Situata al termine della stradina che conduce al parcheggio del Centro di Formazione Professionale del comune di Pietrasanta, la lapide a memoria della strage di civili dell’Osterietta ricorda uno dei tanti episodi di violenza compiuti dai nazisti nei giorni immediatamente precedenti la liberazione della piana versiliese da parte delle truppe americane.

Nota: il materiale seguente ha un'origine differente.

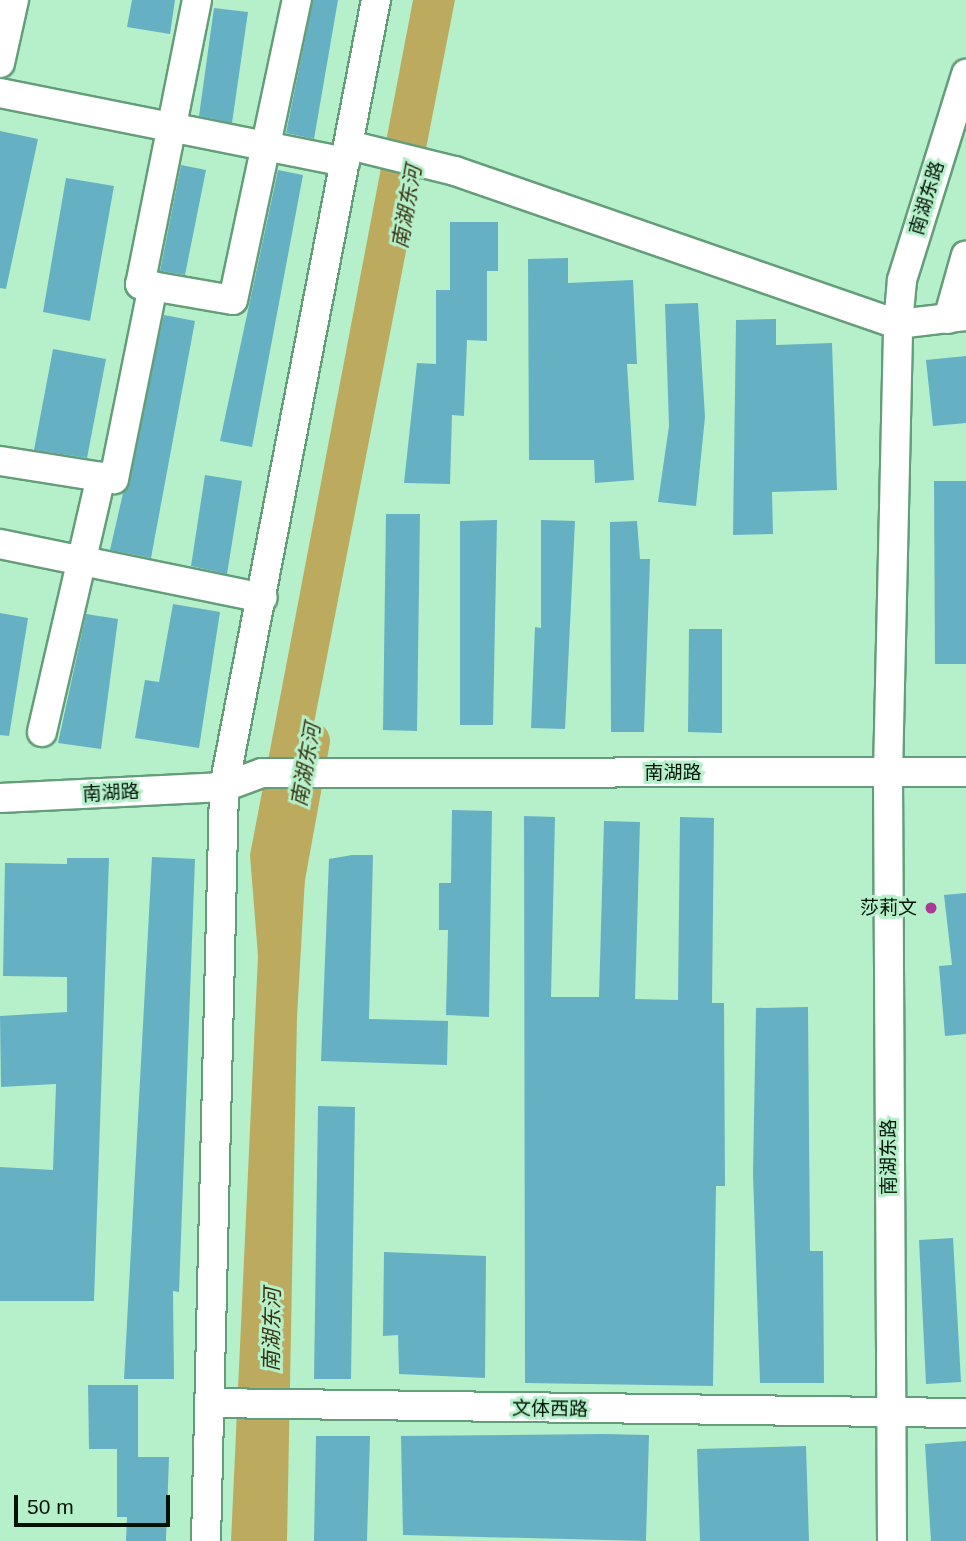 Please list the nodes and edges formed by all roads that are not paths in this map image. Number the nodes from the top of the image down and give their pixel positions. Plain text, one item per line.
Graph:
1 (14, 0) edge
2 (197, 0) edge
3 (297, 0) edge
4 (376, 0) edge
5 (0, 63) edge
6 (966, 75) edge
7 (0, 93) edge
8 (170, 127) junction
9 (266, 146) junction
10 (347, 153) junction
11 (966, 255) edge
12 (153, 286) junction
13 (957, 318) edge
14 (898, 324) junction
15 (0, 461) edge
16 (101, 477) junction
17 (0, 544) edge
18 (83, 561) junction
19 (262, 598) junction
20 (42, 732) dead end
21 (966, 772) edge
22 (888, 773) junction
23 (224, 787) junction
24 (0, 798) edge
25 (209, 1403) junction
26 (966, 1413) edge
27 (890, 1414) junction
28 (206, 1541) edge
29 (892, 1541) edge

1 - 5 street
2 - 8 street
3 - 9 street
4 - 10 street
6 - 14 street, 南湖东路
7 - 8 street
8 - 9 street
8 - 12 street
9 - 10 street
9 - 12 street
10 - 14 street
10 - 19 street
11 - 13 street
12 - 16 street
13 - 14 street
14 - 22 street, 南湖东路
15 - 16 street
16 - 18 street
17 - 18 street
18 - 19 street
18 - 20 street
19 - 23 street
21 - 22 street, 南湖路
22 - 23 street, 南湖路
22 - 27 street, 南湖东路
23 - 24 street, 南湖路
23 - 25 street
25 - 27 street, 文体西路
25 - 28 street
26 - 27 street, 文体西路
27 - 29 street, 南湖东路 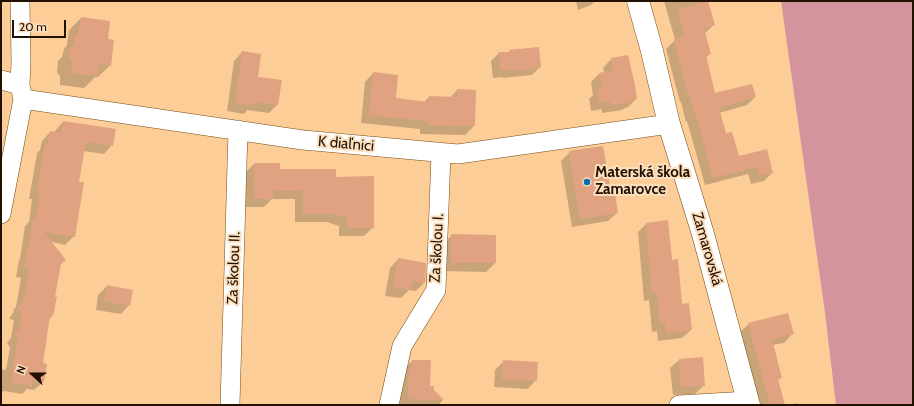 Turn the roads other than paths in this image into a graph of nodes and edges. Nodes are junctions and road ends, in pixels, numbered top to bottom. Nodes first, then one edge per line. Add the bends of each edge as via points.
1 (20, 1) edge
2 (638, 1) edge
3 (1, 80) edge
4 (22, 92) junction
5 (670, 124) junction
6 (238, 130) junction
7 (441, 153) junction
8 (1, 214) edge
9 (748, 403) edge
10 (230, 405) edge
11 (389, 405) edge
12 (679, 405) edge

1 - 4 street
2 - 5 main road, Zamarovská
3 - 4 street, K diaľnici
4 - 6 street, K diaľnici
4 - 8 street
5 - 7 street, K diaľnici via 458,154
5 - 9 main road, Zamarovská via 703,234
6 - 7 street, K diaľnici via 303,140
6 - 10 street, Za školou II.
7 - 11 street, Za školou I. via 436,290 402,346
9 - 12 street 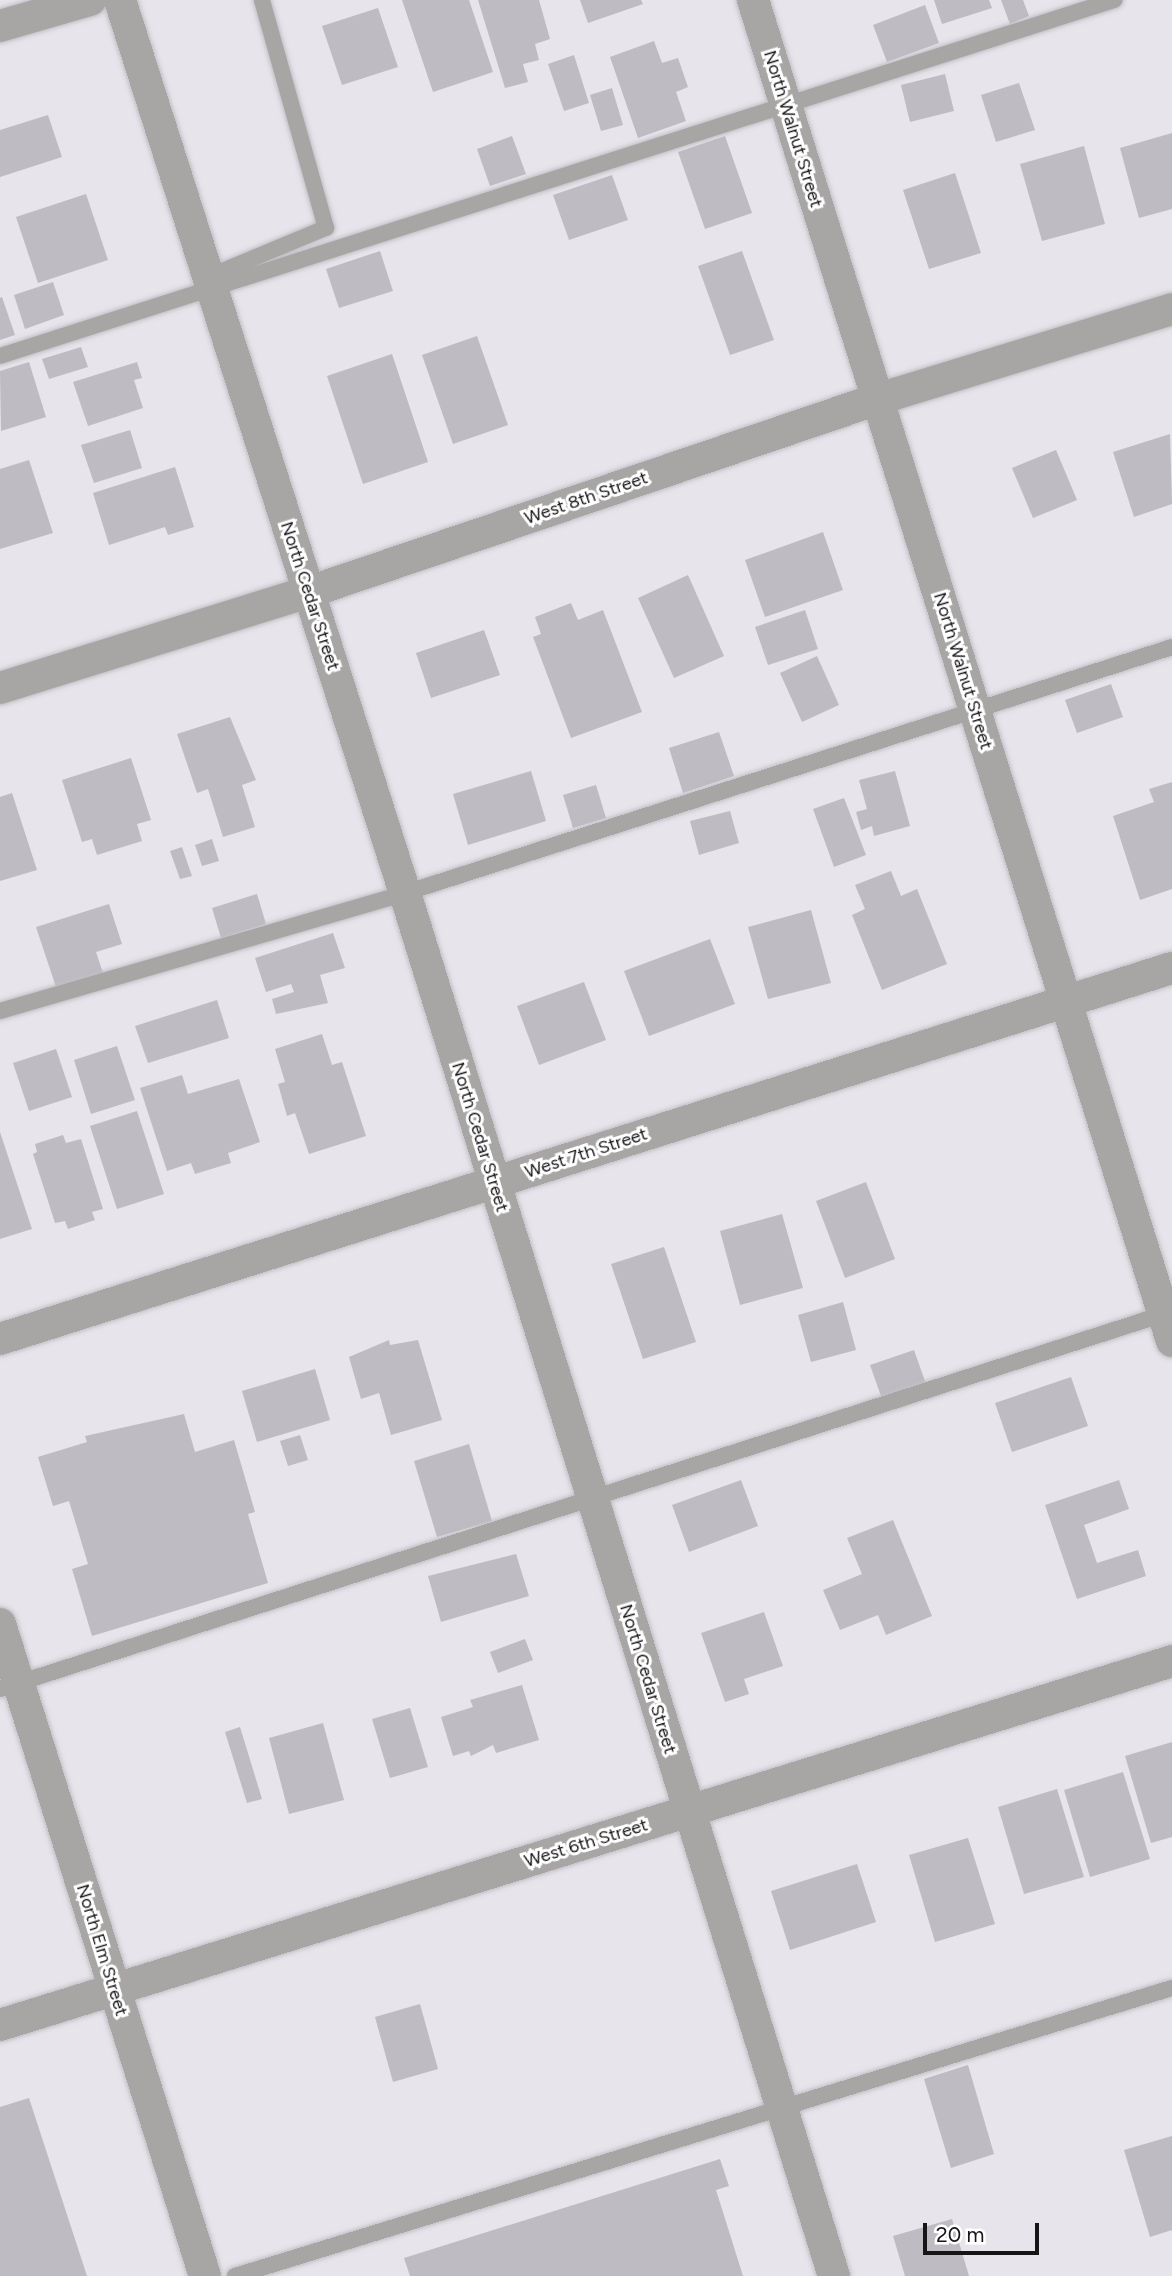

La storia del massacro dell’Osterietta ebbe inizio a Capezzano Pianore, frazione del comune di Camaiore distante appena 4 km in linea d’aria: là, infatti, viveva con la propria famiglia l’ingegnere Andrea Amedeo Peano, 46 anni, la cui abitazione, assieme a quella vicina, di proprietà del marchese Burlamacchi, venne requisita dai soldati tedeschi nel corso dell’estate del 1944. Quando i militari nazisti abbandonarono gli alloggi, il 9 settembre successivo, i proprietari, nel frattempo sfollati a Monteggiori, sulle colline retrostanti, fecero subito ritorno alle proprie dimore. Cinque giorni dopo, tuttavia, una pattuglia germanica rientrò inaspettatamente in paese, e fece irruzione nelle due residenze, arrestando Andrea Peano e Mario Bevilacqua, 34 anni, ex-ufficiale di marina e cognato del marchese, oltre a Battista Romboni, sfollato di 52 anni che in casa Burlamacchi aveva trovato ospitalità. Caricati i prigionieri su un camion, i tedeschi si mossero in direzione Pietrasanta, quando, lungo la via Sarzanese, grossomodo all’altezza del cimitero, s’imbatterono nell’anziano Giuseppe Simi, 68 anni, seravezzino, canonico della Collegiata di Pietrasanta, che, sfollato anch’egli a Monteggiori, si stava recando al comando germanico per richiedere un permesso che lo autorizzasse a rientrare nella propria chiesa: i nazisti fermarono il veicolo, e presero anche lui.
Peano e Bevilacqua furono condotti in località Osterietta ed assassinati il 15 settembre 1944, non lontano dal luogo ove oggi sorge la lapide; Romboni e don Simi, trascinati nello stesso posto, furono fucilati il giorno dopo.